Work to be completed: Count the lines in the records below that contain the word "Harris", and reply with only that number.

Source material:
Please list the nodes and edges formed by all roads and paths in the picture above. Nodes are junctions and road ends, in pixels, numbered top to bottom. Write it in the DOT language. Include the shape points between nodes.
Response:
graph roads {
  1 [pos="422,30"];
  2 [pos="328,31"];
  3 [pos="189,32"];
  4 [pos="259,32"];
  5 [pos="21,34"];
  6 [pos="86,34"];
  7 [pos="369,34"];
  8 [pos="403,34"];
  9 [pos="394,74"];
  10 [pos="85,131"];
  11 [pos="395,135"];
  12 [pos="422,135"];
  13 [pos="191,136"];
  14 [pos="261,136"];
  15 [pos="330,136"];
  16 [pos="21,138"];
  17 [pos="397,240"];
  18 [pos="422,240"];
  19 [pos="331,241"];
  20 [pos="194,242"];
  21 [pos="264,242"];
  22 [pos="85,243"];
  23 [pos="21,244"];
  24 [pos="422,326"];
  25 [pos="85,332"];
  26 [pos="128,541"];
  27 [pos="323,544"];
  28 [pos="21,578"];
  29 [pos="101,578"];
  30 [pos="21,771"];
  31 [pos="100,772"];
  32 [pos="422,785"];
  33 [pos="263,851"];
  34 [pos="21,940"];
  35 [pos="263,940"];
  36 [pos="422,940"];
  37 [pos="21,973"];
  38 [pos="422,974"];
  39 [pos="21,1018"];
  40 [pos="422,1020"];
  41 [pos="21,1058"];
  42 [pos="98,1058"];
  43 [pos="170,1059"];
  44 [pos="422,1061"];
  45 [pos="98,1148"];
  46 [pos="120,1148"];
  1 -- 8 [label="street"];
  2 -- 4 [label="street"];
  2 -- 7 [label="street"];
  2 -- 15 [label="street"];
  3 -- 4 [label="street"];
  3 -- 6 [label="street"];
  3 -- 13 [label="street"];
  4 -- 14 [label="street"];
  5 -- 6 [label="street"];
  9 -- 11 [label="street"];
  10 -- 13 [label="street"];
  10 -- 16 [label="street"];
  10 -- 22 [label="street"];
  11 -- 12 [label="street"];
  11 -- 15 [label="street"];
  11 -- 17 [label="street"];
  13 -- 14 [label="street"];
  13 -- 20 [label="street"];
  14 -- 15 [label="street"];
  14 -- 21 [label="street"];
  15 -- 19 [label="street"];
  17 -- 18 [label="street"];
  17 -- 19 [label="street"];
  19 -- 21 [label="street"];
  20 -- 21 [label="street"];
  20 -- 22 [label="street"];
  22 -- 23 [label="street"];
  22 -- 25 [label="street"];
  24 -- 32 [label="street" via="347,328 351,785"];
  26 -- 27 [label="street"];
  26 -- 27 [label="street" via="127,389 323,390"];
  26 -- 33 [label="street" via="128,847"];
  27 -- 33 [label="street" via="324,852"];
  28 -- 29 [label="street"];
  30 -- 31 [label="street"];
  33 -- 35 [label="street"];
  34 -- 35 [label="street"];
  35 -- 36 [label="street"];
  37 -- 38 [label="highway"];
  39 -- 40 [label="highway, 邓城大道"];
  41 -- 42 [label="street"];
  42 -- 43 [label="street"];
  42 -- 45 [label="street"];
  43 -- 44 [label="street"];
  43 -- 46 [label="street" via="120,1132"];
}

* * *

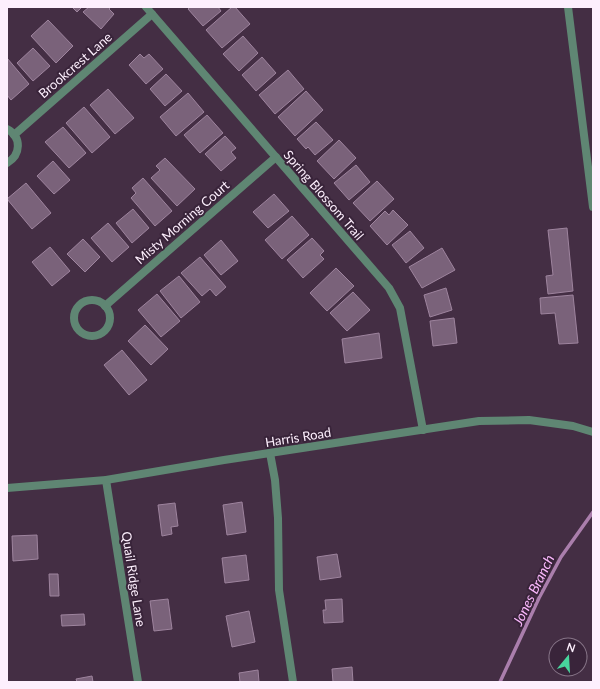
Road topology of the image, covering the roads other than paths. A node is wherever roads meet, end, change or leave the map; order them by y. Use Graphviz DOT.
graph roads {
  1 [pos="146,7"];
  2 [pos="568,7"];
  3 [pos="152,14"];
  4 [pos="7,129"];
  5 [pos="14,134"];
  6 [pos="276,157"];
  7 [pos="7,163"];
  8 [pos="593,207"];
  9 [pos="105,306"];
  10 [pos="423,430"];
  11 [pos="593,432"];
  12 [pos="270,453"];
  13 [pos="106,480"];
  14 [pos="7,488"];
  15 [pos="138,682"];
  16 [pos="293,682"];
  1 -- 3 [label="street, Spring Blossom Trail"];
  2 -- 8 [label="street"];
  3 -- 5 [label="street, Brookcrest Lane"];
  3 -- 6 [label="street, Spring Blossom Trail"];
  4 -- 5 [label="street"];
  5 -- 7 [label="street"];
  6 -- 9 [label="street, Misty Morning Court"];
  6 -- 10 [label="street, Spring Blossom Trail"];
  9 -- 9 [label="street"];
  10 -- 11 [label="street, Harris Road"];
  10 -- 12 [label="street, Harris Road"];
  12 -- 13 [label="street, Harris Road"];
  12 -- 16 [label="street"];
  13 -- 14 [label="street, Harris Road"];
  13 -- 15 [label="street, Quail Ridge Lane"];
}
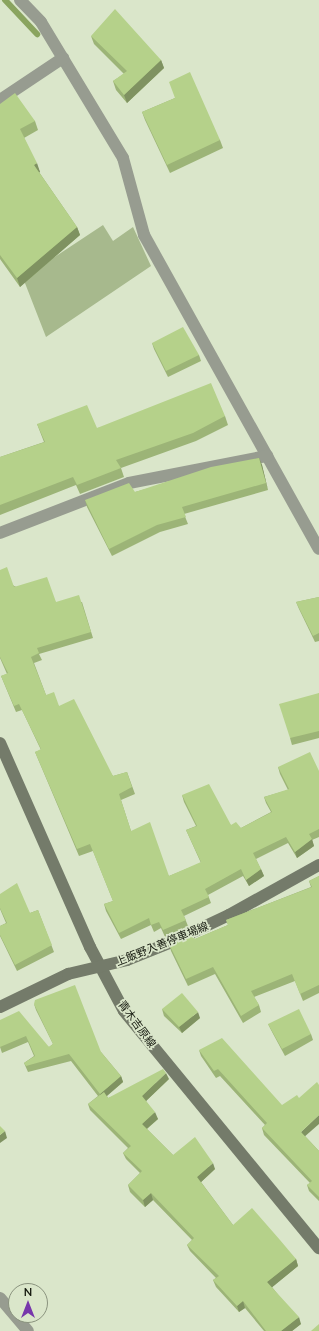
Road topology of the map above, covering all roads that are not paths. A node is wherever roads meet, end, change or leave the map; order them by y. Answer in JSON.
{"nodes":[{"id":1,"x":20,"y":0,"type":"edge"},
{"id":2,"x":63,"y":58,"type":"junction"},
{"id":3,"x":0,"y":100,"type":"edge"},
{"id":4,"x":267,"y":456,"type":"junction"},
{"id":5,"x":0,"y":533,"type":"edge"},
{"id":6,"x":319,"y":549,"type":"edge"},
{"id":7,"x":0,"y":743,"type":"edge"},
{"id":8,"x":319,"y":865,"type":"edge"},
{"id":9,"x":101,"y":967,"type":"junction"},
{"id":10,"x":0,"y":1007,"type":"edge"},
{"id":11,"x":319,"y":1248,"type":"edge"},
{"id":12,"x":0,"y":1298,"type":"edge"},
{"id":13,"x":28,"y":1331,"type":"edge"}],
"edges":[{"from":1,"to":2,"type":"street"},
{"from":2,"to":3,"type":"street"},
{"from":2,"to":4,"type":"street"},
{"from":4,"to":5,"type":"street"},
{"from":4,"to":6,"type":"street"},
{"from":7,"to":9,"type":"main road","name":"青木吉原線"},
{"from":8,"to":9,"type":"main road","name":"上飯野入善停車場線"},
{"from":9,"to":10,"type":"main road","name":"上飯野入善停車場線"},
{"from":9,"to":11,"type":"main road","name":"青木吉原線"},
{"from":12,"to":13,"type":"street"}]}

Expected answer: 4